Nursing Board Disciplines Four Connecticut Nurses

The state Board of Examiners for Nursing disciplined four nurses Wednesday, including two accused of abusing drugs or alcohol and two accused of lying about their credentials.

The board reprimanded and fined Vittoria Guerrera, a registered nurse from Prospect, $3,000, in connection with lying to her employer, St. Mary’s Hospital in Waterbury, in 2015 about her results on a national nursing exam. Guerrera told her employers that a report that she failed the test was false, a consent order approved by the board said.

From June through September of 2015, Guerrera continued to work as an RN at the hospital despite having failed the nursing test, the consent order said. In agreeing to the punishment, Guerrera did not contest the allegations, the consent order said.

Leslie Scoville, a staff attorney for the state Department of Public Health, told the board that Guerrera later passed the nursing exam.

The board approved the consent order, with chairwoman Patricia Bouffard and member Lisa Freeman voting against it. Bouffard said Guerrara was working in the intensive care unit and was only discovered because a nursing faculty member saw her there and reported her.

“I’m not sure the fine is high enough,’’ Bouffard said. “This is fraud, and she was working with high-risk patients.”

The board also suspended the licenses of three nurses, saying their continued practice as nurses posed a “clear and immediate danger” to the public.

The statement of charges against RN Kathleen Baran of Shelton said that she took the painkillers Dilaudid, morphine and/or Percocet while working at St. Vincent’s Medical Center in Bridgeport from February to March 2016. She also abused the painkillers to excess, failed to accurately document medical records and falsified controlled substance records, the statement said.

In May 2016, Baran entered HAVEN, a rehabilitation service, but discontinued her treatment in April of this year against the advice of her counselors, the statement said. Since she is no longer complying with the program, her case was referred to DPH and the board for possible discipline, the statement said.

The board also suspended the license of Dian Miller Francis, a licensed practical nurse from East Hartford, saying she did not graduate from a nursing program. A statement of charges against her said that in 2016, she delivered a document to DPH purporting to be a transcript from Stone Academy in East Hartford. She attended its LPN program in 2014 and 2015 but did not graduate, the statement said.
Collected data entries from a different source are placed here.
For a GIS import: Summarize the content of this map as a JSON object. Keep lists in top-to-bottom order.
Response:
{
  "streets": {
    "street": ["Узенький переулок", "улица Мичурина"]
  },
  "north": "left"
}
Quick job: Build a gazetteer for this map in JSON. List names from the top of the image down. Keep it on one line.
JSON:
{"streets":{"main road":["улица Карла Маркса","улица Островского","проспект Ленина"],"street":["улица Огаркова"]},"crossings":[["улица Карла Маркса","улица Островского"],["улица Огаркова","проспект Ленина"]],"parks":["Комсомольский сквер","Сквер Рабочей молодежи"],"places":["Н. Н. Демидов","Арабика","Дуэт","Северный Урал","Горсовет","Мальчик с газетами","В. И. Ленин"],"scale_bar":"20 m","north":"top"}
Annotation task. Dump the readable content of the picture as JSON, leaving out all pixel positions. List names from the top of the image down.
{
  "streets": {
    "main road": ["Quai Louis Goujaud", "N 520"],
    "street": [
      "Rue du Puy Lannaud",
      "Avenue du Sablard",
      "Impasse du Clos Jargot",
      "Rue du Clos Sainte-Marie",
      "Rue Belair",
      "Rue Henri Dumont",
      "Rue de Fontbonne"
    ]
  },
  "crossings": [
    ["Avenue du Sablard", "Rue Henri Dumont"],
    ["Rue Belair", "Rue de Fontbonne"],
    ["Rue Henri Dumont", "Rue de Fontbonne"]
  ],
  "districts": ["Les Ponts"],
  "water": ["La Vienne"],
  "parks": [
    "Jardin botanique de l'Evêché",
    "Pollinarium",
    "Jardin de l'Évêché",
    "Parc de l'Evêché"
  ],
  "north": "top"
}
State officials interpreted her transcript as indicating that she had graduated so Francis was allowed to take the national nursing exam. She passed it and was licensed in March of this year. After that, Stone Academy informed DPH that Francis did not graduate and it did not submit her transcript to DPH, the statement said.

The board also suspended the LPN license of Jennifer Ressa of Danbury. In July, DPH received a report from the state Department of Consumer Protection stating that Ressa took oxycodone from Geer Village in Canaan while working there as a nurse, the statement of charges against her said. Ressa also admitted “self-medicating” with alcohol and was arrested and charged with driving while intoxicated in March, the statement said.

Ressa entered outpatient therapy for substance abuse but has failed to provide DPH with documents proving her sobriety, the statement said.

The board also dropped its charges against Fernando Roldan, an RN from Hartford, because he has voluntarily surrendered his license. In July, the board had suspended his license for failing to comply with the terms of a four-year probation, including attending therapy sessions and submitting drug or alcohol test results.

DPH records show that Roldan admitted that he abused alcohol between 2010 and 2014. Board records show that Roldan was charged with driving under the influence of alcohol for the third time in 2013 and spent a year in prison. Records also said he was fired from his job at Connecticut Valley Hospital’s Whiting Forensic Institute, where he had worked for 20 years, for using unreasonable force during a restraint of a patient.